1. — Pois, a tristeza exclui o prazer. Ora, a ira vai sempre acompanhada da tristeza, porque, como diz Aristóteles, quem age levado pela ira fá-lo com pena 1. Logo, a ira não causa o prazer.
2.
Demais — Como diz o Filósofo, a punição acalma o ímpeto da ira, substituindo a
alegria pela tristeza 2, donde podemos deduzir que o prazer do irado
lhe advém da punição. Ora, esta exclui a ira. Logo, a presença do prazer
elimina a ira, e portanto não é um efeito acompanhado de prazer.
3.
Demais — Nenhum efeito impede a sua causa, porque lhe é conforme com ela. Ora,
os prazeres impedem a ira, como diz Aristóteles 3. Logo, o prazer
não é efeito da ira.
Mas,
em contrário, o Filósofo cita o provérbio seguinte: a ira, muito mais doce que
o mel, que corre com limpidez, entumesce-se no peito dos homens 4.
Como diz o Filósofo, os prazeres mais sensíveis e mais corpóreos são remédios
contra o sofrimento 5, donde, quando recorremos ao prazer como
remédio contra um grande sofrimento ou ansiedade, tanto mais o sentimos, assim,
a água se nos torna mais agradável na sede. Ora, é manifesto, pelo sobredito 6
que o movimento da ira surge em nós provocado por alguma injúria a nós feita e
que nos penaliza, sendo então a vindicta o remédio contra essa pena.
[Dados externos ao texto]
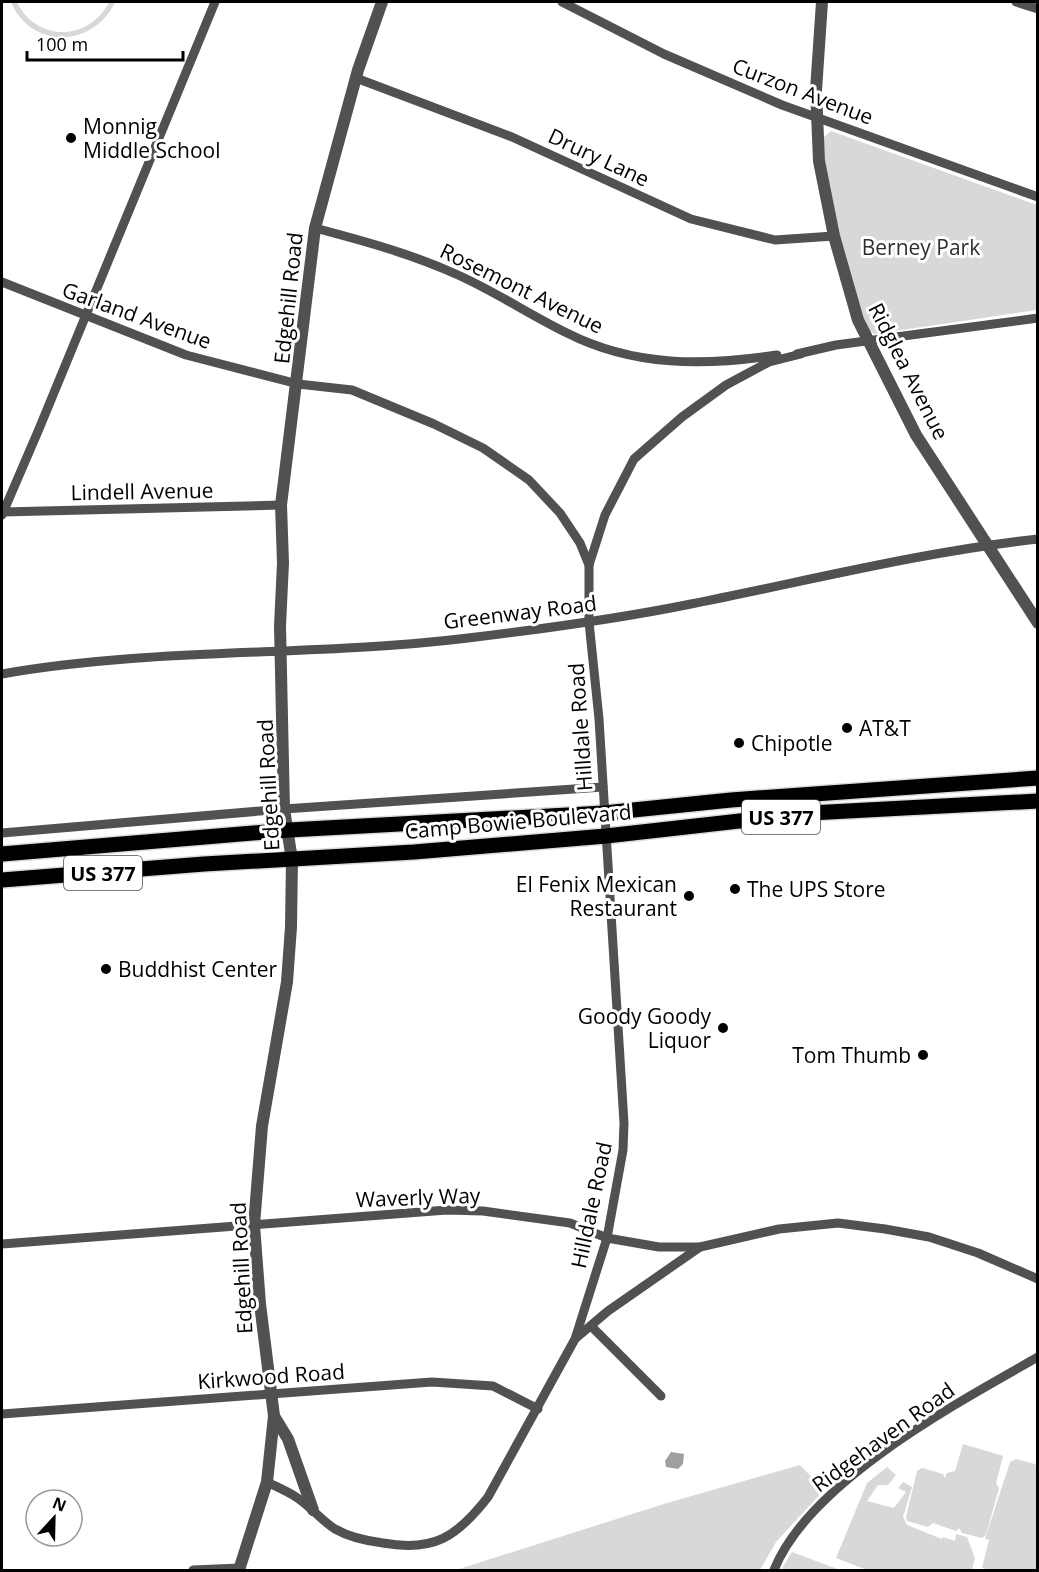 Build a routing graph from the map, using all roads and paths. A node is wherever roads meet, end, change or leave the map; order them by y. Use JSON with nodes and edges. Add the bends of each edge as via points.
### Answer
{"nodes":[{"id":1,"x":215,"y":2,"type":"edge"},
{"id":2,"x":382,"y":2,"type":"edge"},
{"id":3,"x":562,"y":2,"type":"edge"},
{"id":4,"x":822,"y":2,"type":"edge"},
{"id":5,"x":1016,"y":2,"type":"edge"},
{"id":6,"x":1038,"y":9,"type":"edge"},
{"id":7,"x":356,"y":78,"type":"junction"},
{"id":8,"x":816,"y":117,"type":"junction"},
{"id":9,"x":1038,"y":197,"type":"edge"},
{"id":10,"x":315,"y":228,"type":"junction"},
{"id":11,"x":834,"y":236,"type":"junction"},
{"id":12,"x":2,"y":282,"type":"edge"},
{"id":13,"x":86,"y":316,"type":"junction"},
{"id":14,"x":1038,"y":318,"type":"edge"},
{"id":15,"x":868,"y":341,"type":"junction"},
{"id":16,"x":801,"y":354,"type":"junction"},
{"id":17,"x":298,"y":384,"type":"junction"},
{"id":18,"x":281,"y":506,"type":"junction"},
{"id":19,"x":2,"y":513,"type":"edge"},
{"id":20,"x":1038,"y":539,"type":"edge"},
{"id":21,"x":987,"y":544,"type":"junction"},
{"id":22,"x":589,"y":565,"type":"junction"},
{"id":23,"x":589,"y":622,"type":"junction"},
{"id":24,"x":1038,"y":623,"type":"edge"},
{"id":25,"x":281,"y":651,"type":"junction"},
{"id":26,"x":2,"y":674,"type":"edge"},
{"id":27,"x":1038,"y":778,"type":"edge"},
{"id":28,"x":603,"y":787,"type":"junction"},
{"id":29,"x":869,"y":790,"type":"junction"},
{"id":30,"x":1038,"y":801,"type":"edge"},
{"id":31,"x":284,"y":809,"type":"junction"},
{"id":32,"x":604,"y":813,"type":"junction"},
{"id":33,"x":810,"y":813,"type":"junction"},
{"id":34,"x":289,"y":830,"type":"junction"},
{"id":35,"x":2,"y":833,"type":"edge"},
{"id":36,"x":606,"y":836,"type":"junction"},
{"id":37,"x":59,"y":852,"type":"junction"},
{"id":38,"x":2,"y":855,"type":"edge"},
{"id":39,"x":292,"y":860,"type":"junction"},
{"id":40,"x":61,"y":876,"type":"junction"},
{"id":41,"x":2,"y":880,"type":"edge"},
{"id":42,"x":254,"y":1225,"type":"junction"},
{"id":43,"x":607,"y":1239,"type":"junction"},
{"id":44,"x":2,"y":1244,"type":"edge"},
{"id":45,"x":700,"y":1247,"type":"junction"},
{"id":46,"x":1038,"y":1279,"type":"edge"},
{"id":47,"x":591,"y":1326,"type":"junction"},
{"id":48,"x":575,"y":1339,"type":"junction"},
{"id":49,"x":1038,"y":1357,"type":"edge"},
{"id":50,"x":270,"y":1394,"type":"junction"},
{"id":51,"x":661,"y":1396,"type":"dead end"},
{"id":52,"x":538,"y":1408,"type":"junction"},
{"id":53,"x":2,"y":1414,"type":"edge"},
{"id":54,"x":274,"y":1416,"type":"junction"},
{"id":55,"x":267,"y":1482,"type":"junction"},
{"id":56,"x":313,"y":1510,"type":"junction"},
{"id":57,"x":239,"y":1569,"type":"edge"},
{"id":58,"x":193,"y":1570,"type":"edge"},
{"id":59,"x":774,"y":1570,"type":"edge"}],
"edges":[{"from":1,"to":13,"type":"street"},
{"from":2,"to":7,"type":"street","name":"Edgehill Road"},
{"from":3,"to":8,"type":"street","name":"Curzon Avenue","via":[[664,54]]},
{"from":4,"to":8,"type":"street","name":"Ridglea Avenue"},
{"from":5,"to":6,"type":"street"},
{"from":7,"to":10,"type":"street","name":"Edgehill Road"},
{"from":7,"to":11,"type":"street","name":"Drury Lane","via":[[512,137],[691,219],[774,240]]},
{"from":8,"to":9,"type":"street","name":"Curzon Avenue"},
{"from":8,"to":11,"type":"street","name":"Ridglea Avenue","via":[[819,161]]},
{"from":10,"to":16,"type":"street","name":"Rosemont Avenue","via":[[410,255],[567,333],[624,354],[689,364]]},
{"from":10,"to":17,"type":"street","name":"Edgehill Road"},
{"from":11,"to":15,"type":"street","name":"Ridglea Avenue","via":[[858,320]]},
{"from":12,"to":13,"type":"street","name":"Garland Avenue"},
{"from":13,"to":17,"type":"street","name":"Garland Avenue","via":[[186,355]]},
{"from":13,"to":19,"type":"street"},
{"from":14,"to":15,"type":"street","name":"Rosemont Avenue"},
{"from":15,"to":16,"type":"street","name":"Rosemont Avenue"},
{"from":15,"to":21,"type":"street","name":"Ridglea Avenue","via":[[916,435]]},
{"from":16,"to":22,"type":"street","name":"Hilldale Road","via":[[770,362],[726,385],[634,459],[605,514]]},
{"from":17,"to":18,"type":"street","name":"Edgehill Road"},
{"from":17,"to":22,"type":"street","name":"Garland Avenue","via":[[352,390],[399,407],[483,448],[529,480],[560,513]]},
{"from":18,"to":19,"type":"street","name":"Lindell Avenue"},
{"from":18,"to":25,"type":"street","name":"Edgehill Road"},
{"from":20,"to":21,"type":"street","name":"Greenway Road"},
{"from":21,"to":23,"type":"street","name":"Greenway Road"},
{"from":21,"to":24,"type":"street","name":"Ridglea Avenue"},
{"from":22,"to":23,"type":"street","name":"Hilldale Road"},
{"from":23,"to":25,"type":"street","name":"Greenway Road","via":[[464,638]]},
{"from":23,"to":28,"type":"street","name":"Hilldale Road"},
{"from":25,"to":26,"type":"street","name":"Greenway Road","via":[[148,657]]},
{"from":25,"to":31,"type":"street","name":"Edgehill Road"},
{"from":27,"to":29,"type":"main road","name":"Camp Bowie Boulevard","number":"US 377"},
{"from":28,"to":31,"type":"street"},
{"from":28,"to":32,"type":"street","name":"Hilldale Road"},
{"from":29,"to":32,"type":"main road","name":"Camp Bowie Boulevard","number":"US 377"},
{"from":29,"to":33,"type":"main road","via":[[864,805]]},
{"from":30,"to":33,"type":"main road","name":"Camp Bowie Boulevard","number":"US 377"},
{"from":31,"to":34,"type":"street","name":"Edgehill Road"},
{"from":31,"to":35,"type":"street"},
{"from":32,"to":34,"type":"main road","name":"Camp Bowie Boulevard","number":"US 377"},
{"from":32,"to":36,"type":"street","name":"Hilldale Road"},
{"from":33,"to":36,"type":"main road","name":"Camp Bowie Boulevard","number":"US 377"},
{"from":34,"to":37,"type":"main road","name":"Camp Bowie Boulevard","number":"US 377"},
{"from":34,"to":39,"type":"street","name":"Edgehill Road"},
{"from":36,"to":39,"type":"main road","name":"Camp Bowie Boulevard","number":"US 377"},
{"from":36,"to":43,"type":"street","name":"Hilldale Road","via":[[624,1124]]},
{"from":37,"to":38,"type":"main road","name":"Camp Bowie Boulevard","number":"US 377"},
{"from":37,"to":40,"type":"main road"},
{"from":39,"to":40,"type":"main road","name":"Camp Bowie Boulevard","number":"US 377"},
{"from":39,"to":42,"type":"street","name":"Edgehill Road","via":[[288,968],[262,1126]]},
{"from":40,"to":41,"type":"main road","name":"Camp Bowie Boulevard","number":"US 377"},
{"from":42,"to":43,"type":"street","name":"Waverly Way","via":[[447,1210],[483,1211],[570,1223]]},
{"from":42,"to":44,"type":"street","name":"Waverly Way"},
{"from":42,"to":50,"type":"street","name":"Edgehill Road"},
{"from":43,"to":45,"type":"street","name":"Waverly Way","via":[[659,1247]]},
{"from":43,"to":48,"type":"street","name":"Hilldale Road"},
{"from":45,"to":46,"type":"street","name":"Waverly Way","via":[[779,1229],[838,1223],[929,1237]]},
{"from":45,"to":47,"type":"street","name":"Hilldale Road"},
{"from":47,"to":48,"type":"street","name":"Hilldale Road"},
{"from":47,"to":51,"type":"street"},
{"from":48,"to":52,"type":"street","name":"Hilldale Road"},
{"from":49,"to":59,"type":"street","name":"Ridgehaven Road","via":[[949,1408],[841,1485],[794,1533]]},
{"from":50,"to":52,"type":"street","name":"Kirkwood Road","via":[[465,1382],[493,1386]]},
{"from":50,"to":53,"type":"street","name":"Kirkwood Road"},
{"from":50,"to":54,"type":"street","name":"Edgehill Road"},
{"from":52,"to":56,"type":"street","name":"Hilldale Road","via":[[488,1497],[472,1518],[440,1540],[408,1548],[363,1540],[335,1529]]},
{"from":54,"to":55,"type":"street","name":"Edgehill Road"},
{"from":54,"to":56,"type":"street","via":[[288,1439]]},
{"from":55,"to":56,"type":"street","name":"Hilldale Road"},
{"from":55,"to":57,"type":"street","name":"Edgehill Road"},
{"from":57,"to":58,"type":"street"}]}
Por isso,
da vingança presente resulta o prazer e tanto maior quanto maior for a ofensa.
— Donde, se a vindicta se realizar, o prazer, que exclui totalmente o
sofrimento, torna-se completo e assim acalma o movimento da ira. Mas antes de a
vingança ser uma realidade actual, já ela se torna presente ao irado de dois
modos: pela esperança, porque ninguém que não espere a vindicta se ira, como já
dissemos 7, ou pelo pensamento continuado, pois nos é deleitável
demorar no pensamento daquilo que desejamos, isso explica nos sejam agradáveis
mesmo às imaginações do sonho. Por isso o irado se deleita revolvendo
continuamente no ânimo o pensamento da vingança. Contudo, não é um prazer
perfeito que elimina o sofrimento, e por conseguinte a ira.
DONDE
A RESPOSTA À PRIMEIRA OBJECÇÃO. — O irado não sofre e alegra com um mesmo objecto,
mas sofre com a injúria e goza com a vingança planejada e esperada. Donde, o
sofrimento está para a ira como um princípio, o prazer porém, como efeito ou
termo.
RESPOSTA
À SEGUNDA. — A objecção procede quanto ao prazer causado pela realização da
vingança, que exclui totalmente a ira.
RESPOSTA
À TERCEIRA. — O prazer precedente exclui o sofrimento e por conseguinte, a ira.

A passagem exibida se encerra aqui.